Seven generations after Northwest tribes signed treaties with the U.S. government, the Treaty of Point Elliott is on display at the Tulalip Tribes’ Hibulb Cultural Center through July.
The document was signed Jan. 22, 1855 and has been stored in the National Archives in Washington, D.C., for most of the time since then.
Hibulb curator Tessa Campbell and assistant curator Emilie Smith arranged to borrow the treaty as part of an exhibit called “The Power of Words: A History of Tulalip Literacy.” While developing an exhibit about Tulalip authors, they traced the tribes’ first experience with the printed word back to the signing of the treaty.
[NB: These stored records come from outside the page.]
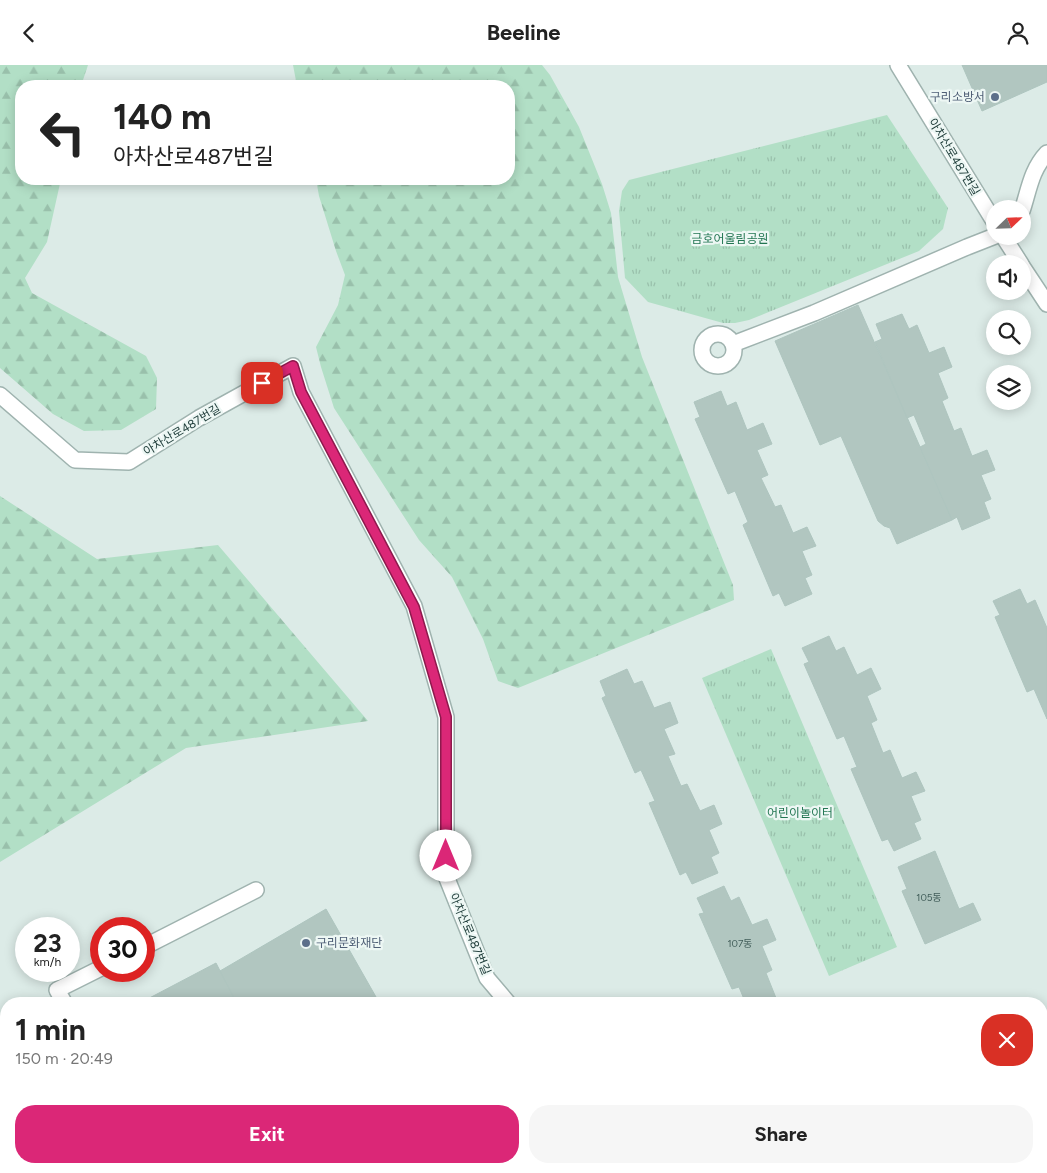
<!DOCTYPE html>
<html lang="en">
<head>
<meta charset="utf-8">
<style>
	body { margin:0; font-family:Figtree,"Noto Sans KR",sans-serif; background:#f6f6f6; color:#222; height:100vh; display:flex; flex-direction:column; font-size:19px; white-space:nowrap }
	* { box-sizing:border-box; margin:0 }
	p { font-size:16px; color:#767676 }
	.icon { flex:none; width:28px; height:28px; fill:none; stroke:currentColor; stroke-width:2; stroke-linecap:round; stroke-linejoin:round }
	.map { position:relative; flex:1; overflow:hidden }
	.drawer { position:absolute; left:0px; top:932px; width:1048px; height:176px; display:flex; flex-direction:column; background:#fff; border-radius:20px 20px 0 0; box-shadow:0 2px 12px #0003 }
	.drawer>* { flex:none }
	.top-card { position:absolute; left:15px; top:15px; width:500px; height:105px; border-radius:20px; box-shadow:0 2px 12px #0003; background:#fff; color:#222; overflow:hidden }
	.needle { width:32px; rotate:67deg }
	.tools { position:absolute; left:986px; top:135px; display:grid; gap:10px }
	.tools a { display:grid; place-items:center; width:45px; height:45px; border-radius:50%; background:#fff; box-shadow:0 2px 12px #0003; font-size:25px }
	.speed { position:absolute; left:15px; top:852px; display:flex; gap:10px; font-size:25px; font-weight:700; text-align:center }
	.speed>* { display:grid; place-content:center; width:65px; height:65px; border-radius:50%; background:#fff; box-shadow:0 2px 12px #0003; line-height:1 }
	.speed small { font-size:12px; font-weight:400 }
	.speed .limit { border:8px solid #d22; background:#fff; color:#111 }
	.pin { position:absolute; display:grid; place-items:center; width:42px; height:42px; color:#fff; margin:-21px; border-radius:10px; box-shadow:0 2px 8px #0006 }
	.me { position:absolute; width:55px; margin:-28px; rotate:0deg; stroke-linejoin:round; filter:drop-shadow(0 0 4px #0008) }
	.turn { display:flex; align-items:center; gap:18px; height:105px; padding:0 15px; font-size:22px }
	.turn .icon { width:65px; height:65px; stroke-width:2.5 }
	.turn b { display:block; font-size:35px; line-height:42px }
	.round { display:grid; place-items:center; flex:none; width:52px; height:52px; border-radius:20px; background:#f6f6f6 }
	.summary { display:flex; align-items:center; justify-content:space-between; height:85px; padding:0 15px }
	h1 { font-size:30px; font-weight:700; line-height:38px }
	.action { display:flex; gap:10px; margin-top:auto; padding:10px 15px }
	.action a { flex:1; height:58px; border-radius:20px; background:#db2777; color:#fff; font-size:20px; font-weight:700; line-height:58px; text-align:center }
	.action a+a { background:#f6f6f6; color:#222 }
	header { display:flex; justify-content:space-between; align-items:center; height:65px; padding:0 15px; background:#fff; font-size:22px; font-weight:700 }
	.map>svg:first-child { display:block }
	.forest { fill:url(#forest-firs) }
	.park { fill:url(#park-tufts) }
	.building { fill:#b1c6c0; stroke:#aec5bf }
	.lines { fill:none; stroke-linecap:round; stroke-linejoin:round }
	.lane-casing { stroke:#9fb3af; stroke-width:18 }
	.street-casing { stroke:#9fb3af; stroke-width:18 }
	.secondary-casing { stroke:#9ab8b2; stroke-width:18 }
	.primary-casing { stroke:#c0c8c7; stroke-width:18 }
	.lane { stroke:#fff; stroke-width:15 }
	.street { stroke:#fff; stroke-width:15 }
	.secondary { stroke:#fff; stroke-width:15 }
	.primary { stroke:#5ba6a0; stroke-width:15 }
	.route-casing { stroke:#8e194d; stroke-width:12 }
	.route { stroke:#db2777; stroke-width:9 }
	.service-dot { fill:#5c6f8a; stroke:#edf7f4; stroke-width:2 }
	.labels { text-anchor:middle; stroke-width:4.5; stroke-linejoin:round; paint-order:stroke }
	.number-label { font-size:10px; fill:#425e5a }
	.service-label { font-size:12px; fill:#4e5e75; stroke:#edf7f4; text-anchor:end }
	.street-label { font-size:12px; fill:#1d3b38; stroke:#edf7f4 }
	.park-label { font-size:12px; fill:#227652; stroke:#edf7f4 }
</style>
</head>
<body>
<header><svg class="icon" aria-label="back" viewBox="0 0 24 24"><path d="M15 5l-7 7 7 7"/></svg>Beeline<svg class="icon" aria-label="person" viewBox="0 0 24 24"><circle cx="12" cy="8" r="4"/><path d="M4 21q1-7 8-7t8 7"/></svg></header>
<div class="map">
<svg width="1047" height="1108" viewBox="0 0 1047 1108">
	<defs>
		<pattern id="forest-firs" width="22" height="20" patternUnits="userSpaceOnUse" patternTransform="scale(1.25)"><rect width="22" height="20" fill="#b2dfc6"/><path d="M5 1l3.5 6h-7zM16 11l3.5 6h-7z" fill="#99c0ab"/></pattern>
		<pattern id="park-tufts" width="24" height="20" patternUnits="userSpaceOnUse" patternTransform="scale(1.25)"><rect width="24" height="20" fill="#b2dfc6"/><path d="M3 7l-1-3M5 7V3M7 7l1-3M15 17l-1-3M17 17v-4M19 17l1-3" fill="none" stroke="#99c0ab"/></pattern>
	</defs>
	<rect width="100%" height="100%" fill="#dcebe7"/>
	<g class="forest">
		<path d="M0,0h88l-7,21h-60v93h40l-14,63 -22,36 7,15 114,63 11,22 -1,31 -35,21 -37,1 -31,-17 -53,-46z"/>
		<path d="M293,0h249l8,10 29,52 23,57 9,29 7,64 24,80 91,228 1,15 -216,88 -20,-7 -15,-42 -31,-62 -33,-37 -85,-132 -13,-41 -5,-20 22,-42 7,-30 -9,-24 -17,-55 -3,-17h193v-93h-212z"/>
		<path d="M0,431l97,63 121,-14 150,176 -182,27 -186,114z"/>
	</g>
	<g class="park">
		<path d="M887,50l61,93 -5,21 -24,22 -170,69 -14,3h-12l-75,-21 -23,-24 -6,-67 3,-20 7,-11z"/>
		<path d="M771,584l126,298 -68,29 -127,-298z"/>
	</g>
	<g class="building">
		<path d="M962,0h85v17l-65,29z"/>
		<path d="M858,240l94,215 -55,24 -7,-16 -6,-2 -6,-5 -37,-85 -21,9 -45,-104z"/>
		<path d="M902,249l7,15 8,-4 12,28 15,-6 8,20 -14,6 10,25 -6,3 12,30 7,-3 11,28 15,-6 8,20 -14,5 10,24 -7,3 6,16 -28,12 -5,-13 -5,3 -32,-73 6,-3 -12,-29 -7,3 -32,-76 7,-3 -6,-15z"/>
		<path d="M721,326l6,15 9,-4 11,28 16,-7 9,21 -15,6 11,25 -7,3 14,29 6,-2 12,28 14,-6 9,19 -14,5 10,24 -7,3 7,16 -27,12 -6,-13 -6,3 -30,-71 5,-3 -13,-31 -7,3 -33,-75 5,-2 -6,-15z"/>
		<path d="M1020,524l7,15 8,-4 12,28v91l-13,-30 -7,3 -32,-75 5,-2 -7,-14z"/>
		<path d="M829,571l7,15 8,-4 13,28 14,-7 10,21 -14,7 10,24 -6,3 12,30 7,-3 12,28 14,-6 9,19 -14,5 10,24 -7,3 7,16 -27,12 -6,-12 -6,2 -31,-72 6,-2 -13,-31 -7,3 -33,-75 5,-2 -7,-14z"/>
		<path d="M627,604l7,15 8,-3 12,27 16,-6 8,21 -14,6 11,25 -7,2 13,30 6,-2 13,27 14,-6 8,19 -13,6 10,23 -8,4 7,16 -26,11 -6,-12 -6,3 -31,-72 6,-2 -14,-31 -6,3 -33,-75 4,-2 -6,-15z"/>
		<path d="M935,786l24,58 14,-6 8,17 -56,24 -23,-53 5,-2 -9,-22z"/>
		<path d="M724,821l7,15 8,-4 13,28 15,-6 9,21 -14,6 10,24 -6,3 12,30 7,-3 1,4h-40l-7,-17 -7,2 -33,-75 5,-1 -7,-15z"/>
		<path d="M326,844l54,95h-157l-15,-26z"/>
		<path d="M216,898l21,41h-99z"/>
		<path d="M192,1102h130l3,6h-130z"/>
		<path d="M330,1102h31l-10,6h-18z"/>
	</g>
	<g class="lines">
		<defs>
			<g id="lane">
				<path d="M1022,146c7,-21 9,-41 25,-58"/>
				<circle cx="718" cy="285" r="16"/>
				<path d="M733,279l81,-31 153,-66 28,-11"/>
				<path d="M0,1009l6,13"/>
				<path d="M47,1102l3,6"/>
				<path d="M0,1108l11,-6"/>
			</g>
			<g id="street">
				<path d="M898,0l97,158"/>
				<path d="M1003,171l18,28"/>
				<path d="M1022,201l25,38"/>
				<path d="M0,330l75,65 54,2 70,-44 94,-52 8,26 113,214 32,111v159l41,102 22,26"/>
				<path d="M144,882l112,-57"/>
				<path d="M65,939l-8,-14 44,-22"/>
				<path d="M150,1102l3,6"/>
				<path d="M781,1102l21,6"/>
			</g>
			<path id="secondary" d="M1019,1102l3,6"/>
			<g id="primary">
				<path d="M1041,1003l6,-4"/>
				<path d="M1041,1042l6,-4"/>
				<path d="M847,1108l11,-6"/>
				<path d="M919,1108l10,-6"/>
			</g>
		</defs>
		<use href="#lane" class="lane-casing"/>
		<use href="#street" class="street-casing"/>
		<use href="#secondary" class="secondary-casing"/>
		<use href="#primary" class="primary-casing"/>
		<use href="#lane" class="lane"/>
		<use href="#street" class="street"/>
		<use href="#secondary" class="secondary"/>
		<use href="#primary" class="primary"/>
	</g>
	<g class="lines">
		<defs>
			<path id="route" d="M262,318l31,-17 8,26 113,215 32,110v139"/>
		</defs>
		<use href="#route" class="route-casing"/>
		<use href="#route" class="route"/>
	</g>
	<g class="service-dot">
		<circle cx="995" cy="32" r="5"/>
		<circle cx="306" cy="878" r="5"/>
	</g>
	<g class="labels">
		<g class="number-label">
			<text x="929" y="836">105동</text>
			<text x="740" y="882">107동</text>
		</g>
		<g class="service-label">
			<text x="985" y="36">구리소방서</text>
			<text x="316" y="882" text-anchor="start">구리문화재단</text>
		</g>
		<g class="street-label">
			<text transform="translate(954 92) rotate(59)" y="4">아차산로487번길</text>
			<text transform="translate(182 365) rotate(-31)" y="4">아차산로487번길</text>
			<text transform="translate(470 869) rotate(67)" y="4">아차산로487번길</text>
		</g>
		<g class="park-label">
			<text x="730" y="178">금호어울림공원</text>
			<text x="800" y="752">어린이놀이터</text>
		</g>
	</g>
</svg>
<div class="tools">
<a><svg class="needle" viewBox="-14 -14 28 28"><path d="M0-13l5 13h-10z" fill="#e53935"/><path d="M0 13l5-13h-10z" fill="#767676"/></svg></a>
<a><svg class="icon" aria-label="sound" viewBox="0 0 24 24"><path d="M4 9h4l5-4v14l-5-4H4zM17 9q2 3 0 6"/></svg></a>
<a><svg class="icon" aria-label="search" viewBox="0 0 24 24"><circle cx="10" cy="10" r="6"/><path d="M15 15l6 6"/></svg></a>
<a><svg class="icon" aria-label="layers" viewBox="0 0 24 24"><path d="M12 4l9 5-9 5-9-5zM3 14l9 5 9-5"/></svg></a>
</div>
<div class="speed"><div>23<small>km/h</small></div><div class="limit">30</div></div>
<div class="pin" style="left:262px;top:318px;background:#d93025"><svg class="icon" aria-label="arrive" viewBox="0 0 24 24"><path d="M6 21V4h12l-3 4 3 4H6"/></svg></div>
<svg class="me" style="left:446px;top:791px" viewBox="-20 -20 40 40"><circle r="19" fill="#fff"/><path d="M0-13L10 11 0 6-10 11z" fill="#db2777"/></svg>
<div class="top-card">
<div class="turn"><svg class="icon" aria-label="left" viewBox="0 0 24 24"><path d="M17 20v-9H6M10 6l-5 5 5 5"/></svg><div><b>140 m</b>아차산로487번길</div></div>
</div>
<section class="drawer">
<div class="summary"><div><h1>1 min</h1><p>150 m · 20:49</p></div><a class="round" style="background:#d93025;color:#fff"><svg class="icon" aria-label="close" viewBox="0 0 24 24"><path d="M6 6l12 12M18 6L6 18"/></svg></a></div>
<div class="action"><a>Exit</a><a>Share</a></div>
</section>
</div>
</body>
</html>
Tribal leaders, including those representing the Lummi, Muckleshoot, Nooksack, Sauk-Suiattle, Stillaguamish, Suquamish, Swinomish, Snohomish, Snoqualmie, Skykomish and Upper Skagit tribes, marked X’s beside their names on the treaty. In doing so, they ceded almost all of their land in exchange for the continued right to fish, hunt and gather as they always had, as well as health care and education for tribal members.
Tribal members were relocated to reservations, and those from the Snohomish, Snoqualmie and Skykomish tribes, along with allied bands, became known as the Tulalip Tribes.
On the walls of the Hibulb Cultural Center, a quote looms over the Point Elliott Treaty’s display case: “Do not touch the magic stick to the white man’s paper! We do not know what the white man has written on that paper! Let him sign his own paper, not ours,” said Squssum, a Snoqualmie leader who witnessed the 1855 signing.
The narrative continues through the exhibit, describing how tribal children were sent to boarding schools where they were forced to assimilate into the settlers’ culture and forbidden to speak their traditional languages. There they were taught to read and write in English.
“Literacy has allowed us to keep a record of our history, culture and teachings,” Campbell said. “Literacy has not replaced our lifeways or teachings. Instead, it is a tool we learned to use to our advantage for healing, carrying on the teachings and traditions of our people, and, most importantly, upholding the inherent rights of our treaty.”
Tribal members were invited to preview the exhibit on Jan. 22.
“Since treaty times, every tribal leader has fought to enact and protect the provisions in that document, and that’s why we are still here today,” said Glen Gobin, Tulalip Tribes vice chairman. “We are a sovereign nation with a treaty with the U.S. government because of our ancestors who never gave up the things they thought were most important. When you think of all the adversity the tribes have faced after 165 years, it’s amazing we are still here. It shows the resiliency we have, the strength of our own teachings, and the power of our understanding of what it means to protect that treaty.”